FAIR DATA Fund use case: Catalyzing plant natural product discovery with a community-driven knowledge base
Authors: Elena Del Pup (4th edition FAIR Data Fund grantee); Justin J. J. van der Hooft, Marnix H. Medema; Wageningen University & Research. Editor: Iulia Popescu
Plants specialized metabolism is a major source of medicines, novel foods, and natural products. With the rapid growth of multi-omics data and paired plant transcriptomics–metabolomics datasets, there are unprecedented opportunities to uncover the biosynthetic steps for the production of these molecules. However, systematic exploration of this data remains problematic because information about plant chemistry, biosynthesis, and experimental data is scattered across individual datasets and publications, making it difficult to leverage it for predictions and AI methods.
In this project, we are building a linked, queryable knowledge base that integrates paired multi-omics, curated pathway knowledge, and community annotations. To achieve this, we are building Plant Wikipathways, a queryable knowledge base of experimentally characterized plant pathways, by linking it to repositories across biosynthesis. Users will be able to query across experimental and public data to extract promising pathway predictions allowing for further validation. The computational strategies and tools developed in this project will support a communal effort to facilitate large-scale and reproducible analysis of plant metabolic diversity and natural product biosynthesis, extending on approaches for life sciences such as Wikidata. This open-source knowledge base will serve as a Linked Open Data community for collaborative hypothesis generation on plant specialized biosynthesis, prioritization of promising candidates, and participatory annotation, advancing the discovery and characterization of plant natural products.
Why now?
- Data abundance: rapid growth of paired plant transcriptomics–metabolomics datasets unlocks pathway inference at scale.
- Fragmented knowledge: pathway, chemistry, and genomics data live in silos, slowing prediction, validation, and AI-driven discovery.
- Linked open data momentum: community standards (Wikidata/WikiPathways) and SPARQL-queryable graphs make reusable, interoperable science practical.

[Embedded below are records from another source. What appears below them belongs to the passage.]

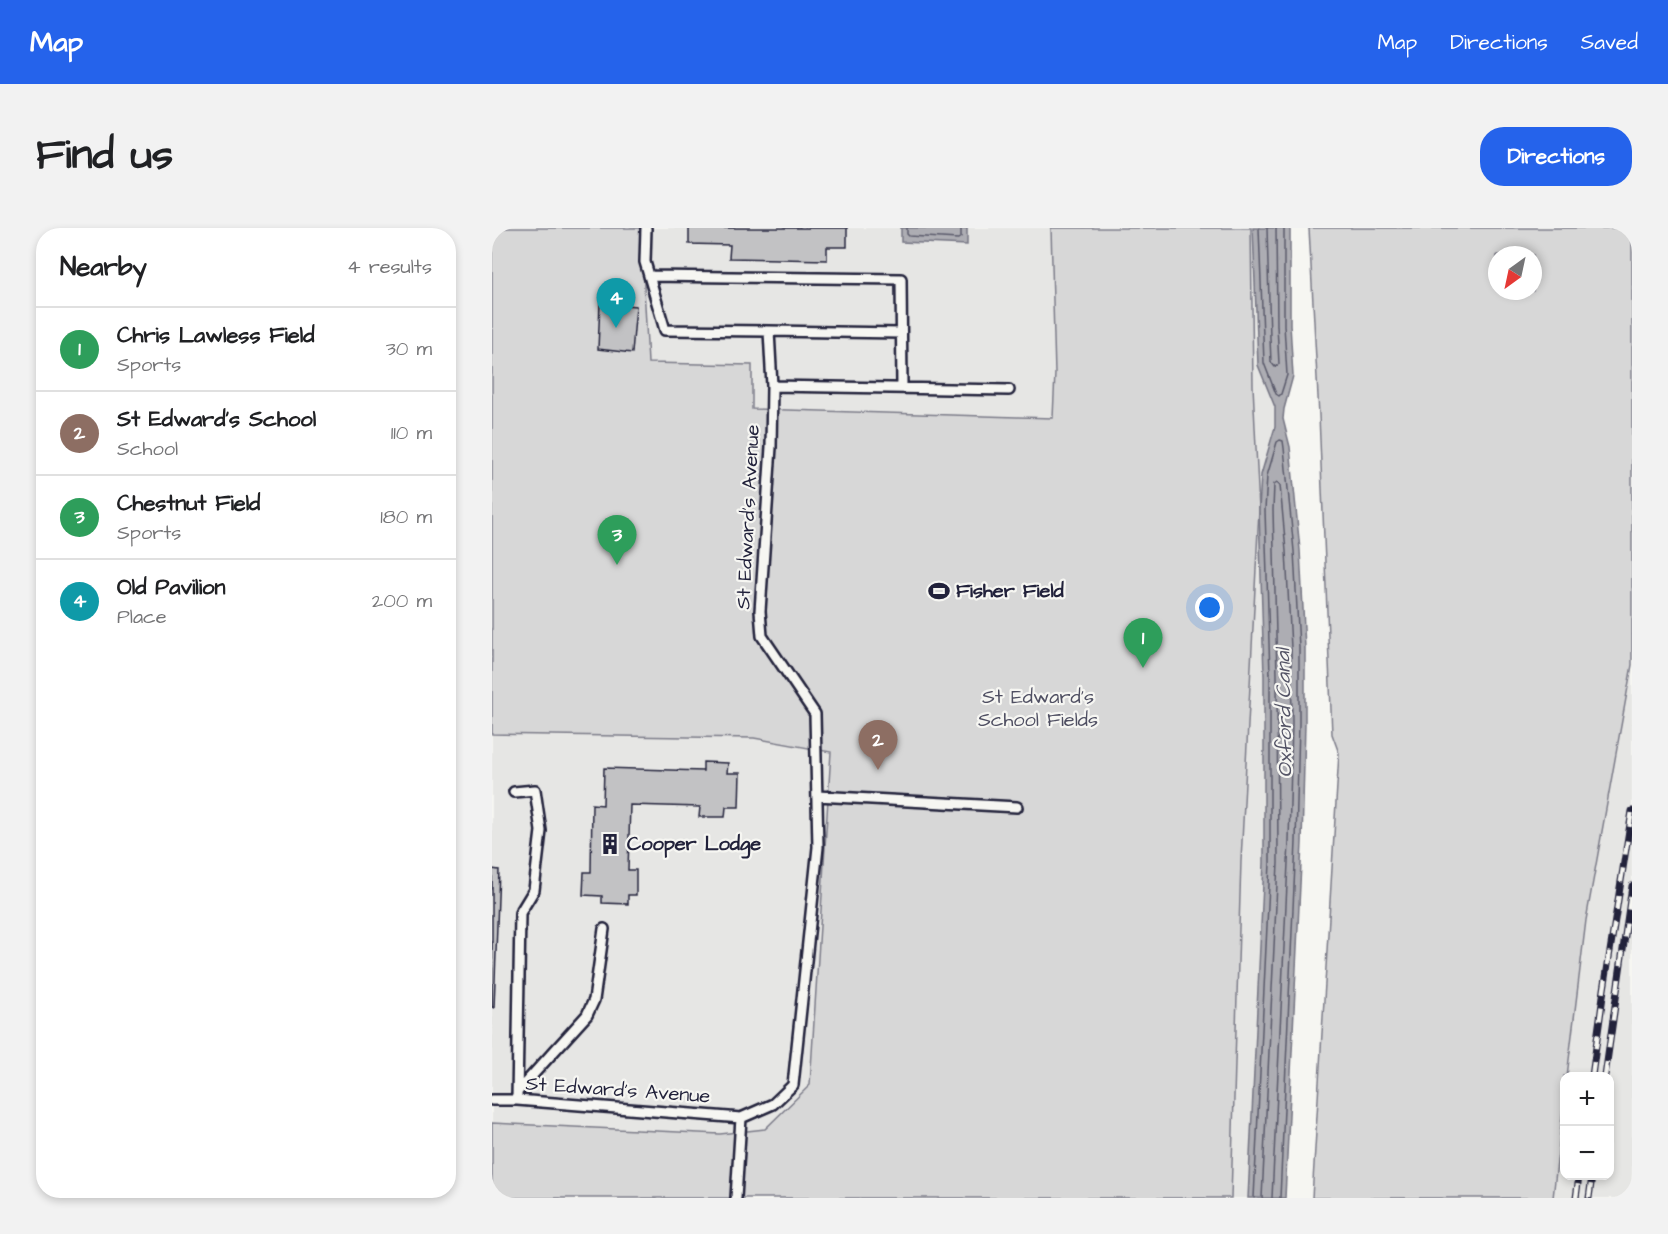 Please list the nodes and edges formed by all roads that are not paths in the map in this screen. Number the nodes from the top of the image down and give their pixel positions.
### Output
1 (646, 228) edge
2 (649, 276) junction
3 (769, 332) junction
4 (901, 333) junction
5 (772, 386) junction
6 (902, 388) junction
7 (1009, 390) dead end
8 (514, 792) dead end
9 (817, 796) junction
10 (1017, 807) dead end
11 (604, 929) dead end
12 (517, 1096) junction
13 (492, 1100) edge
14 (741, 1118) junction
15 (736, 1198) edge

1 - 2 lane
2 - 3 lane
2 - 4 lane
3 - 4 lane
3 - 5 lane, St Edward's Avenue
4 - 6 lane
5 - 6 lane
5 - 9 lane, St Edward's Avenue
6 - 7 lane
8 - 12 lane
9 - 10 lane
9 - 14 lane, St Edward's Avenue
11 - 12 lane
12 - 13 lane, St Edward's Avenue
12 - 14 lane, St Edward's Avenue
14 - 15 lane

Figure from F.C. Wolters, E. Del Pup, et al. Pairing omics to decode the diversity of plant specialized metabolism, Current Opinion in Plant Biology 82 (2024) 102657. https://doi.org/10.1016/j.pbi.2024.102657
What we built
To achieve this vision, we developed several building blocks of the knowledge base:
- Updated key repositories of plant biosynthesis;
- Collaborated on a pipeline to process and annotate paired multi-omics data in plants.
Catalyzing a community
During the FAIR Data Fund project, we gathered a community of researchers and hosted the symposium “Knowledge Graphs for Plant and Microbiome Multiomics” (14th October 2025) in Wageningen. With nearly 130 registered participants, the symposium brought together users, data generators, and tool developers in natural product discovery, all sharing the vision of building a linked knowledge base for natural product biosynthesis. The goal of the symposium was to bring together international speakers working at the interface of plant biology, computational metabolomics, and semantic data modeling and integration. The central question of the day was “How can we use linked open data and knowledge graphs to generate hypotheses in natural product biosynthesis?”. The recording of the symposium is available on YouTube.
Targeted roadmap session
After the symposium, we hosted a targeted discussion “Powering a Unified Knowledge Base for Plant Natural Product Discovery” to establish collaborations and find synergies between different research groups and tool developers and shape the design of the pathway knowledge base. By aligning our work with the natural product research community, we will ensure good project governance and sustainability.
Open community hub
The targeted brainstorming resulted in a research community that collects all of the individual efforts and projects connected to the collaborative vision, which is now publicly hosted on GitHub as a Pathway Linked Open Data Community.


The Symposium “Knowledge Graphs for Plant and Microbiome Multiomics” (14th October 2025) at Wageningen University & Research. Check the LinkedIn wrap-up post.
Building prototypes
The FAIR Data Fund allowed us to hire two Bioinformatics student assistants (Max Muller and Ariël Komen) at Wageningen University working on essential building blocks of the project.
The funding from the grant also allowed us to host the symposium “Knowledge Graphs for Plant and Microbiome Multiomics” in Wageningen and the follow-up targeted brainstorming to establish the research community working towards this vision. Additionally, Elena pitched the project at the OPEN and FAIR in Natural and Engineering Sciences (NES) in Utrecht on 22 May 2025.

Elena Del Pup pitching her project “Catalyzing plant natural product discovery with a community-driven linked knowledge base” at the OPEN and FAIR in Natural and Engineering Sciences (NES) in Utrecht on 22 May 2025.